Saved data entries:
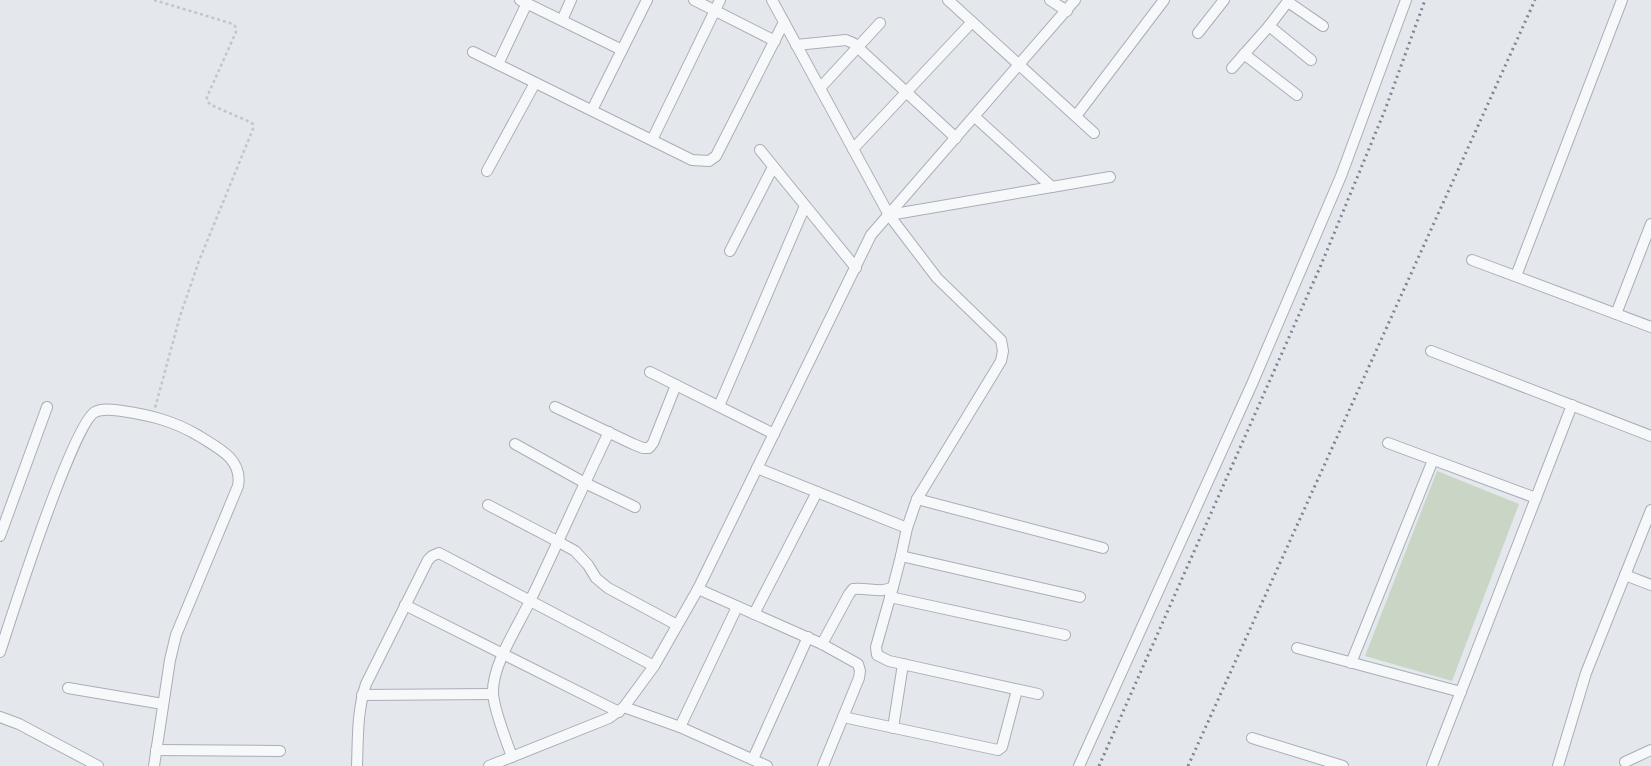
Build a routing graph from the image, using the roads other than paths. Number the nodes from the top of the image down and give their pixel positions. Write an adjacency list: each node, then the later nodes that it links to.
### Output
1 (571, 0): 17 (street)
2 (647, 0): 27 (street)
3 (694, 0): 15 (street)
4 (720, 0): 15 (street)
5 (772, 0): 18 (street)
6 (948, 0): 19 (street)
7 (1050, 0): 16 (street)
8 (1075, 0): 16 (street)
9 (1164, 0): 39 (street)
10 (1224, 0): 23 (street)
11 (1406, 0): 130 (street)
12 (1622, 0): 56 (street)
13 (524, 1): 17 (street); 31 (street)
14 (1288, 1): 21 (street); 22 (street)
15 (715, 10): 24 (street); 43 (street)
16 (1067, 11): 32 (street)
17 (562, 20): 27 (street)
18 (784, 22): 24 (street); 25 (street)
19 (972, 22): 32 (street); 36 (street)
20 (880, 23): 26 (street)
21 (1269, 26): 29 (street); 30 (street)
22 (1323, 26)
23 (1198, 33)
24 (775, 41): 43 (street)
25 (796, 45): 26 (street); 35 (street)
26 (858, 47): 35 (street); 36 (street)
27 (622, 50): 38 (street)
28 (473, 52): 31 (street)
29 (1244, 54): 33 (street); 37 (street)
30 (1311, 60)
31 (498, 64): 34 (street)
32 (1019, 65): 39 (street); 40 (street)
33 (1232, 68)
34 (535, 83): 38 (street); 47 (street)
35 (820, 88): 44 (street)
36 (906, 92): 42 (street); 44 (street)
37 (1297, 95)
38 (592, 110): 43 (street)
39 (1076, 116): 41 (street)
40 (975, 117): 42 (street); 49 (street)
41 (1094, 133)
42 (956, 138): 51 (street)
43 (652, 140)
44 (853, 149): 51 (street)
45 (760, 150): 46 (street)
46 (773, 167): 50 (street); 53 (street)
47 (487, 171)
48 (1110, 177): 49 (street)
49 (1052, 187): 51 (street)
50 (805, 206): 55 (street); 63 (street)
51 (889, 215): 55 (street); 76 (street)
52 (1651, 224): 57 (street)
53 (730, 251)
54 (1472, 260): 56 (street)
55 (856, 268): 67 (street)
56 (1516, 276): 57 (street)
57 (1616, 314): 58 (street)
58 (1651, 327)
59 (1431, 351): 62 (street)
60 (650, 372): 61 (street)
61 (676, 385): 63 (street); 66 (street)
62 (1572, 405): 68 (street); 75 (street)
63 (719, 406): 67 (street)
64 (47, 407): 81 (street)
65 (554, 407): 66 (street)
66 (609, 432): 73 (street)
67 (774, 434): 72 (street)
68 (1651, 436)
69 (1388, 443): 71 (street)
70 (515, 444): 73 (street)
71 (1433, 460): 75 (street); 102 (street)
72 (757, 468): 74 (street); 88 (street)
73 (585, 483): 78 (street); 82 (street)
74 (817, 492): 80 (street); 94 (street)
75 (1536, 498): 107 (street)
76 (917, 499): 80 (street); 83 (street)
77 (488, 505): 82 (street)
78 (636, 507)
79 (1651, 510): 85 (street)
80 (907, 528): 84 (street)
81 (0, 536)
82 (557, 541): 91 (street); 95 (street)
83 (1103, 548)
84 (901, 556): 87 (street); 90 (street)
85 (1625, 576): 86 (street); 133 (street)
86 (1651, 585)
87 (893, 587): 89 (street); 98 (street)
88 (698, 589): 93 (street); 95 (street)
89 (890, 597): 96 (street); 103 (street)
90 (1080, 597)
91 (531, 600): 92 (street); 101 (street); 104 (street)
92 (405, 605): 101 (street); 110 (street)
93 (738, 607): 94 (street); 115 (street)
94 (754, 614): 97 (street)
95 (677, 625): 104 (street)
96 (1065, 635)
97 (808, 637): 98 (street); 121 (street)
98 (822, 644): 114 (street)
99 (1297, 648): 102 (street)
100 (0, 652): 111 (street)
101 (503, 654): 108 (street); 112 (street)
102 (1351, 663): 107 (street)
103 (904, 664): 106 (street); 116 (street)
104 (654, 666): 112 (street)
105 (68, 688): 111 (street)
106 (1017, 690): 109 (street); 116 (street)
107 (1461, 692): 132 (street)
108 (493, 694): 110 (street); 122 (street)
109 (1038, 694)
110 (362, 695): 126 (street)
111 (163, 704): 118 (street)
112 (621, 709): 115 (street); 122 (street)
113 (0, 717): 124 (street)
114 (844, 717): 116 (street); 129 (street)
115 (680, 727): 121 (street)
116 (893, 728)
117 (1252, 738): 131 (street)
118 (156, 750): 120 (street); 125 (street)
119 (1651, 750): 123 (street)
120 (280, 751)
121 (753, 759): 128 (street)
122 (507, 761): 127 (street)
123 (1625, 762)
124 (98, 766)
125 (154, 766)
126 (357, 766)
127 (489, 766)
128 (767, 766)
129 (823, 766)
130 (1079, 766)
131 (1343, 766)
132 (1432, 766)
133 (1558, 766)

_Task description_
Copy the records exactly as they appear, leaving every picture out.

_Solution to this exercise_
Build a routing graph from the image, using the roads other than paths. Number the nodes from the top of the image down and give their pixel positions. Write an adjacency list: each node, then the later nodes that it links to.
### Output
1 (571, 0): 17 (street)
2 (647, 0): 27 (street)
3 (694, 0): 15 (street)
4 (720, 0): 15 (street)
5 (772, 0): 18 (street)
6 (948, 0): 19 (street)
7 (1050, 0): 16 (street)
8 (1075, 0): 16 (street)
9 (1164, 0): 39 (street)
10 (1224, 0): 23 (street)
11 (1406, 0): 130 (street)
12 (1622, 0): 56 (street)
13 (524, 1): 17 (street); 31 (street)
14 (1288, 1): 21 (street); 22 (street)
15 (715, 10): 24 (street); 43 (street)
16 (1067, 11): 32 (street)
17 (562, 20): 27 (street)
18 (784, 22): 24 (street); 25 (street)
19 (972, 22): 32 (street); 36 (street)
20 (880, 23): 26 (street)
21 (1269, 26): 29 (street); 30 (street)
22 (1323, 26)
23 (1198, 33)
24 (775, 41): 43 (street)
25 (796, 45): 26 (street); 35 (street)
26 (858, 47): 35 (street); 36 (street)
27 (622, 50): 38 (street)
28 (473, 52): 31 (street)
29 (1244, 54): 33 (street); 37 (street)
30 (1311, 60)
31 (498, 64): 34 (street)
32 (1019, 65): 39 (street); 40 (street)
33 (1232, 68)
34 (535, 83): 38 (street); 47 (street)
35 (820, 88): 44 (street)
36 (906, 92): 42 (street); 44 (street)
37 (1297, 95)
38 (592, 110): 43 (street)
39 (1076, 116): 41 (street)
40 (975, 117): 42 (street); 49 (street)
41 (1094, 133)
42 (956, 138): 51 (street)
43 (652, 140)
44 (853, 149): 51 (street)
45 (760, 150): 46 (street)
46 (773, 167): 50 (street); 53 (street)
47 (487, 171)
48 (1110, 177): 49 (street)
49 (1052, 187): 51 (street)
50 (805, 206): 55 (street); 63 (street)
51 (889, 215): 55 (street); 76 (street)
52 (1651, 224): 57 (street)
53 (730, 251)
54 (1472, 260): 56 (street)
55 (856, 268): 67 (street)
56 (1516, 276): 57 (street)
57 (1616, 314): 58 (street)
58 (1651, 327)
59 (1431, 351): 62 (street)
60 (650, 372): 61 (street)
61 (676, 385): 63 (street); 66 (street)
62 (1572, 405): 68 (street); 75 (street)
63 (719, 406): 67 (street)
64 (47, 407): 81 (street)
65 (554, 407): 66 (street)
66 (609, 432): 73 (street)
67 (774, 434): 72 (street)
68 (1651, 436)
69 (1388, 443): 71 (street)
70 (515, 444): 73 (street)
71 (1433, 460): 75 (street); 102 (street)
72 (757, 468): 74 (street); 88 (street)
73 (585, 483): 78 (street); 82 (street)
74 (817, 492): 80 (street); 94 (street)
75 (1536, 498): 107 (street)
76 (917, 499): 80 (street); 83 (street)
77 (488, 505): 82 (street)
78 (636, 507)
79 (1651, 510): 85 (street)
80 (907, 528): 84 (street)
81 (0, 536)
82 (557, 541): 91 (street); 95 (street)
83 (1103, 548)
84 (901, 556): 87 (street); 90 (street)
85 (1625, 576): 86 (street); 133 (street)
86 (1651, 585)
87 (893, 587): 89 (street); 98 (street)
88 (698, 589): 93 (street); 95 (street)
89 (890, 597): 96 (street); 103 (street)
90 (1080, 597)
91 (531, 600): 92 (street); 101 (street); 104 (street)
92 (405, 605): 101 (street); 110 (street)
93 (738, 607): 94 (street); 115 (street)
94 (754, 614): 97 (street)
95 (677, 625): 104 (street)
96 (1065, 635)
97 (808, 637): 98 (street); 121 (street)
98 (822, 644): 114 (street)
99 (1297, 648): 102 (street)
100 (0, 652): 111 (street)
101 (503, 654): 108 (street); 112 (street)
102 (1351, 663): 107 (street)
103 (904, 664): 106 (street); 116 (street)
104 (654, 666): 112 (street)
105 (68, 688): 111 (street)
106 (1017, 690): 109 (street); 116 (street)
107 (1461, 692): 132 (street)
108 (493, 694): 110 (street); 122 (street)
109 (1038, 694)
110 (362, 695): 126 (street)
111 (163, 704): 118 (street)
112 (621, 709): 115 (street); 122 (street)
113 (0, 717): 124 (street)
114 (844, 717): 116 (street); 129 (street)
115 (680, 727): 121 (street)
116 (893, 728)
117 (1252, 738): 131 (street)
118 (156, 750): 120 (street); 125 (street)
119 (1651, 750): 123 (street)
120 (280, 751)
121 (753, 759): 128 (street)
122 (507, 761): 127 (street)
123 (1625, 762)
124 (98, 766)
125 (154, 766)
126 (357, 766)
127 (489, 766)
128 (767, 766)
129 (823, 766)
130 (1079, 766)
131 (1343, 766)
132 (1432, 766)
133 (1558, 766)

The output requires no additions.